Они еще поговорили полчаса или больше о всяких мелочах. Нюрка передала Сапожкову приветы от Бед-нова и других станционных знакомых, сказала, что слухи есть, будто дорогу хотят переводить на электротягу… Гриша спросил про дела в колхозе: помогают ли шефы-железнодорожники?
Тут опять пришла сестра и сказала, что время свидания окончено.
Гриша обещал писать Нюрке.
На этом они и расстались.
Нюрка тоже спешила: ей ведь еще в Сталинград ехать, за тракторами.
Уехала Нюрка, но частица ее тепла и участия вселила новые силы в Сапожкова. Гриша чуть ли не каждый день стал слать ей письма. В них он рассказывал обо всем, что случилось у него за день. «Сегодня я наконец одел протезы и сделал первый шаг. Если бы меня не поддерживал при этом хирург, я бы упал, конечно. Но пусть и с чужой помощью, но я все-таки шаг этот сделал! Аня! Это такое счастье — сойти наконец-то с ненавистной коляски; такое счастье оказаться вдруг выше подоконника и не подкатываться к нему, чтобы взглянуть на мир, а подходить. Раз-два… раз-два… Вчера по коридору топали мои товарищи, а сегодня — там, по паркету, — раздается мой топот…»

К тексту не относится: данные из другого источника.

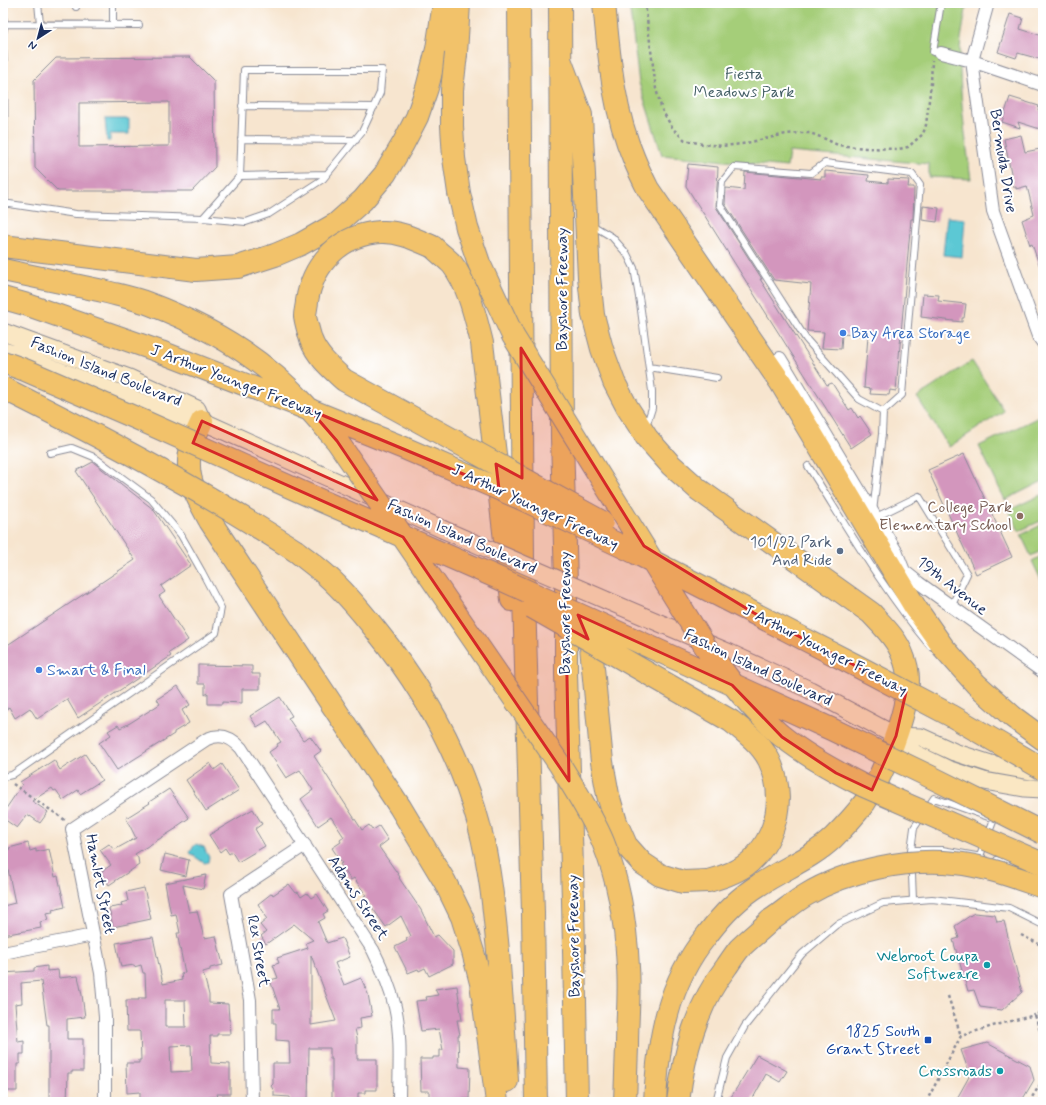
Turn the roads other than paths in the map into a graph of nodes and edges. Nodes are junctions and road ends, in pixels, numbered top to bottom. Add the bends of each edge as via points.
1 (38, 3) edge
2 (113, 3) edge
3 (444, 3) edge
4 (459, 3) edge
5 (519, 3) edge
6 (560, 3) edge
7 (604, 3) edge
8 (941, 3) edge
9 (988, 3) edge
10 (3, 17) edge
11 (5, 24) junction
12 (40, 24) junction
13 (113, 25) junction
14 (140, 25) dead end
15 (3, 33) edge
16 (3, 48) edge
17 (446, 51) junction
18 (937, 52) joint
19 (972, 61) junction
20 (561, 62) junction
21 (1043, 84) edge
22 (242, 106) junction
23 (374, 106) junction
24 (241, 139) junction
25 (356, 140) junction
26 (327, 174) junction
27 (240, 176) junction
28 (4, 203) edge
29 (203, 218) junction
30 (586, 221) junction
31 (3, 246) edge
32 (3, 270) edge
33 (3, 298) edge
34 (3, 332) edge
35 (1043, 343) edge
36 (3, 351) edge
37 (780, 358) dead end
38 (3, 362) edge
39 (648, 367) junction
40 (717, 378) dead end
41 (3, 388) edge
42 (883, 412) junction
43 (202, 421) junction
44 (644, 432) junction
45 (50, 454) dead end
46 (808, 466) dead end
47 (308, 495) junction
48 (874, 515) junction
49 (869, 542) dead end
50 (872, 548) dead end
51 (880, 568) dead end
52 (566, 583) junction
53 (892, 594) dead end
54 (951, 607) junction
55 (754, 613) junction
56 (936, 654) dead end
57 (1043, 672) edge
58 (962, 678) dead end
59 (896, 736) junction
60 (226, 737) joint
61 (1043, 740) edge
62 (528, 752) junction
63 (1043, 770) edge
64 (3, 777) edge
65 (1043, 789) edge
66 (1043, 834) edge
67 (305, 845) junction
68 (911, 850) junction
69 (986, 858) junction
70 (1038, 869) edge
71 (913, 900) junction
72 (1043, 925) edge
73 (93, 935) junction
74 (3, 953) edge
75 (105, 1102) edge
76 (252, 1102) edge
77 (399, 1102) edge
78 (497, 1102) edge
79 (508, 1102) edge
80 (536, 1102) edge
81 (577, 1102) edge
82 (625, 1102) edge
83 (654, 1102) edge
84 (678, 1102) edge
85 (716, 1102) edge

1 - 12 lane
2 - 13 lane
3 - 17 highway
4 - 17 highway
5 - 62 highway via 522,500
6 - 20 highway, Bayshore Freeway
7 - 61 highway via 615,92 623,128 633,158 648,189 781,382 915,607 943,647 976,684
8 - 18 lane
9 - 19 street, Bermuda Drive
10 - 11 lane
11 - 12 lane
11 - 15 lane
12 - 13 lane
13 - 14 lane
16 - 28 lane
17 - 31 highway via 427,88 417,117 386,174 336,224 301,244 238,267 196,270
17 - 70 highway, bridge via 452,90 454,158 459,192 479,263 513,336 727,678 753,709 782,737 836,773
18 - 19 street
19 - 21 street
19 - 35 street, Bermuda Drive via 993,211 1038,336
20 - 30 highway via 581,115
20 - 52 highway, Bayshore Freeway via 562,437
22 - 23 lane
22 - 23 lane via 244,70 382,70 380,93
22 - 24 lane
23 - 25 lane via 364,130
24 - 25 lane
24 - 27 lane
25 - 26 lane
26 - 27 lane
26 - 29 lane via 269,214 246,222
27 - 29 lane
28 - 29 lane via 76,214
30 - 39 lane via 612,237 627,254 634,268
30 - 44 highway via 593,315 600,342 614,382
32 - 82 highway, bridge via 146,302 192,321 235,346 274,374 337,441 560,765 603,842 624,922 628,968
33 - 55 highway, J Arthur Younger Freeway, bridge via 160,352 404,448 522,499
34 - 43 main road, Fashion Island Boulevard via 129,378 196,409
36 - 43 main road, Fashion Island Boulevard via 124,395 189,423
37 - 48 street, 19th Avenue
38 - 47 highway, bridge
39 - 40 lane
39 - 44 lane via 652,408
41 - 79 highway, bridge via 90,431 212,499 296,551 327,576 360,610 391,649 422,694 447,739 479,825 495,920
42 - 42 lane via 859,399 806,339 720,205 722,182 734,167 811,174 825,163 912,174 920,185 902,395
42 - 48 lane
43 - 59 main road, Fashion Island Boulevard, bridge via 442,529 730,653 800,685
43 - 78 highway via 193,442 189,466 194,492 210,521 400,807 462,917 481,984
44 - 59 highway via 671,465 699,490 871,613 890,633 903,656 908,679
45 - 64 lane via 72,448 94,457 151,499 181,535 220,608 216,633 12,775
46 - 56 lane via 905,617
47 - 52 highway, bridge via 521,601 731,721 753,738 769,760 777,782 778,805 774,827 764,846 749,863 729,875 708,881 683,882 660,875 642,863 626,845 608,795 602,762 591,647
47 - 66 highway, bridge via 831,729 931,776
48 - 54 street, 19th Avenue via 896,551 904,571
48 - 54 lane via 919,496 967,574
49 - 50 lane
51 - 53 lane
52 - 81 highway, Bayshore Freeway
54 - 57 street, 19th Avenue
55 - 62 highway, bridge via 626,535 344,380 326,363 312,341 305,315 309,290 320,266 334,250 354,237 381,232 410,236 433,247 452,264 464,284 474,311 482,343
55 - 63 highway, J Arthur Younger Freeway, bridge via 952,716
58 - 61 lane
59 - 63 main road, Fashion Island Boulevard via 921,737 954,752 991,764 1031,771
59 - 65 main road, Fashion Island Boulevard via 914,753 947,768 984,781
59 - 83 highway via 876,783 865,801 832,839 740,898 706,936 677,984 668,1009 657,1065
60 - 67 street, Adams Street via 241,748
60 - 73 street, Hamlet Street via 220,735 207,739 72,829
62 - 80 highway via 534,921
67 - 76 street, Rex Street via 231,894 250,1000
67 - 77 street, Adams Street via 362,930 382,969 397,1022
68 - 69 lane via 942,850
68 - 69 lane via 914,828 934,798 994,819
68 - 71 lane
69 - 70 lane
70 - 84 highway, bridge via 998,872 956,863 924,862 878,868 837,879 805,895 771,920 739,949 719,976 704,1003 689,1040 681,1072
71 - 72 lane via 932,899 1009,908
71 - 85 lane via 883,903 836,925 802,954 745,1026 727,1058
73 - 74 street
73 - 75 street, Hamlet Street via 104,994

Всякий раз, когда почтальон приносил от Гриши письмо, свекровь ворчала весь вечер:
«Это опять от него?»
«От него. От кого же еще», — отвечала Аня.
«Сказывали бабы: ездила к нему».
«Ездила, мама. Все ж не чужой человек. Всю войну небось помогал».
«Обманщица: «за новыми тракторами!» — ворчала свекровь. — А сама… последнего цыпленка отволокла ему…»
И если б свекровь не ворчала, не бранила, то могло бы все так обойтись. А то как заведет свое Ефросинья, — хоть из дому беги. Зимой-то куда ж побежишь! Зимой, с ремонта, Нюрка затемно возвращалась. Пока ребят покормишь, уложишь, и самой, глядишь, укладываться пора.
Но вот пришла весна… Особенная — победная — весна! Гриша писал: «Сегодня впервые спустился и поднялся по лестнице. Завтра хирург обещал отпустить одного на улицу».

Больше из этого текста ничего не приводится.